An exact copy of the data is needed, one that excludes all pictures.
= = = =
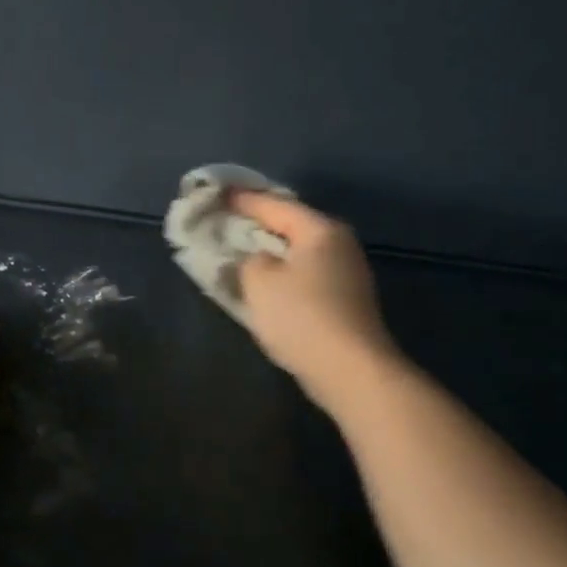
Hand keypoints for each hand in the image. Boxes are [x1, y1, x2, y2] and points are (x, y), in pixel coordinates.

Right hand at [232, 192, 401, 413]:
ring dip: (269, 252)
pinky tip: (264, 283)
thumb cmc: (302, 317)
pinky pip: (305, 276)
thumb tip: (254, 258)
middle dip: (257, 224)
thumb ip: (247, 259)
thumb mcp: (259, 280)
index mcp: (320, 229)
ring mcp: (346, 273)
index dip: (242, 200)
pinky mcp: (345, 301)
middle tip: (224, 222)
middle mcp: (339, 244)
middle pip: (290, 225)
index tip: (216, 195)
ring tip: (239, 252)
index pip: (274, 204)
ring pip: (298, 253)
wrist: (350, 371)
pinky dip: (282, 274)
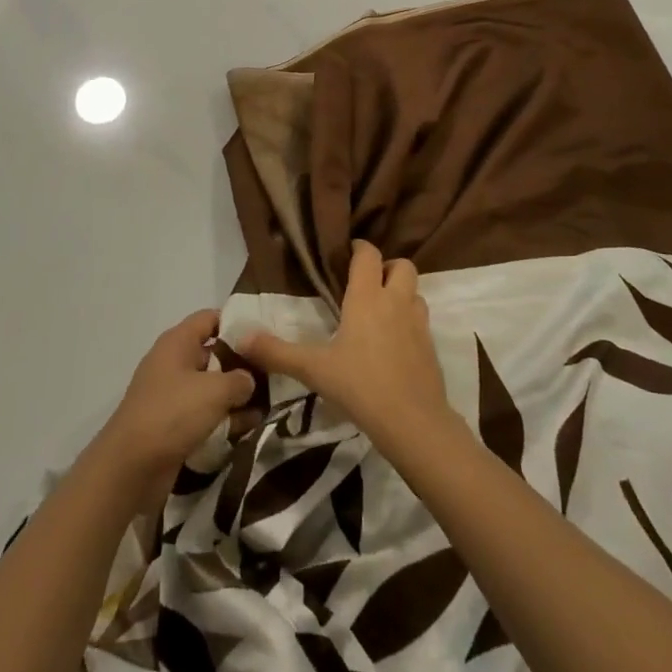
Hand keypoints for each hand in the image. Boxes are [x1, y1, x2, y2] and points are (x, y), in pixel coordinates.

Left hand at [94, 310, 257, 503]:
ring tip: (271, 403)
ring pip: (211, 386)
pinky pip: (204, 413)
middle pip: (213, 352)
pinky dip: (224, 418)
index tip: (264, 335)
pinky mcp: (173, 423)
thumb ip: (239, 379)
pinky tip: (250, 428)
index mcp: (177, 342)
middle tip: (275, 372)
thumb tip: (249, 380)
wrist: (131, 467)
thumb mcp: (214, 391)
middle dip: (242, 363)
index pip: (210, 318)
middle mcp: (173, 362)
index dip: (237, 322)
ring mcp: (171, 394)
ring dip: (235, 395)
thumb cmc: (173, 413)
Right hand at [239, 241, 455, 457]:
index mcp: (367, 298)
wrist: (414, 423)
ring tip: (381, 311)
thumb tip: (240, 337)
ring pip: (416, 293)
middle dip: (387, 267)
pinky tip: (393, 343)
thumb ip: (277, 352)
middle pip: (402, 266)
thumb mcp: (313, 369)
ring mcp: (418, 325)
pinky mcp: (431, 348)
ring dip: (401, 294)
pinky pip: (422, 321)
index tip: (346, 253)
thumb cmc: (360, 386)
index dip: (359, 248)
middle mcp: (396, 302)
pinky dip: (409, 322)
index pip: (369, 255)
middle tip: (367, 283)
= = = =
Written answer →
Hand keypoints for each hand in the image. Boxes are [x1, y1, x2, y2] and points are (x, y), in pixel coordinates.

Right hand at [232, 192, 401, 413]:
ring dip: (269, 252)
pinky tip: (264, 283)
thumb cmc: (302, 317)
pinky pip: (305, 276)
thumb tip: (254, 258)
middle dip: (257, 224)
thumb ip: (247, 259)
thumb mcp: (259, 280)
index mcp: (320, 229)
ring mcp: (346, 273)
index dip: (242, 200)
pinky mcp: (345, 301)
middle tip: (224, 222)
middle mcp: (339, 244)
middle pip: (290, 225)
index tip: (216, 195)
ring tip: (239, 252)
index pip: (274, 204)
ring pip: (298, 253)
wrist: (350, 371)
pinky dip: (282, 274)
Hand keypoints for each hand in the image. Boxes are [x1, y1, x2, y2] and points are (x, y), in pixel coordinates.

Left hand at [94, 310, 257, 503]:
ring tip: (271, 403)
ring pip: (211, 386)
pinky pip: (204, 413)
middle pip: (213, 352)
pinky dip: (224, 418)
index tip: (264, 335)
pinky mcp: (173, 423)
thumb ip: (239, 379)
pinky tip: (250, 428)
index mcp: (177, 342)
middle tip: (275, 372)
thumb tip: (249, 380)
wrist: (131, 467)
thumb mcp: (214, 391)
middle dip: (242, 363)
index pip: (210, 318)
middle mcp: (173, 362)
index dip: (237, 322)
ring mcp: (171, 394)
ring dip: (235, 395)
thumb cmc: (173, 413)
Right hand at [239, 241, 455, 457]:
index mcp: (367, 298)
wrist: (414, 423)
ring tip: (381, 311)
thumb tip: (240, 337)
ring pip: (416, 293)
middle dip: (387, 267)
pinky tip: (393, 343)
thumb ip: (277, 352)
middle pip: (402, 266)
thumb mcp: (313, 369)
ring mcp: (418, 325)
pinky mcp: (431, 348)
ring dip: (401, 294)
pinky pip: (422, 321)
index tip: (346, 253)
thumb cmc: (360, 386)
index dip: (359, 248)
middle mcp: (396, 302)
pinky dip: (409, 322)
index pip: (369, 255)
middle tip: (367, 283)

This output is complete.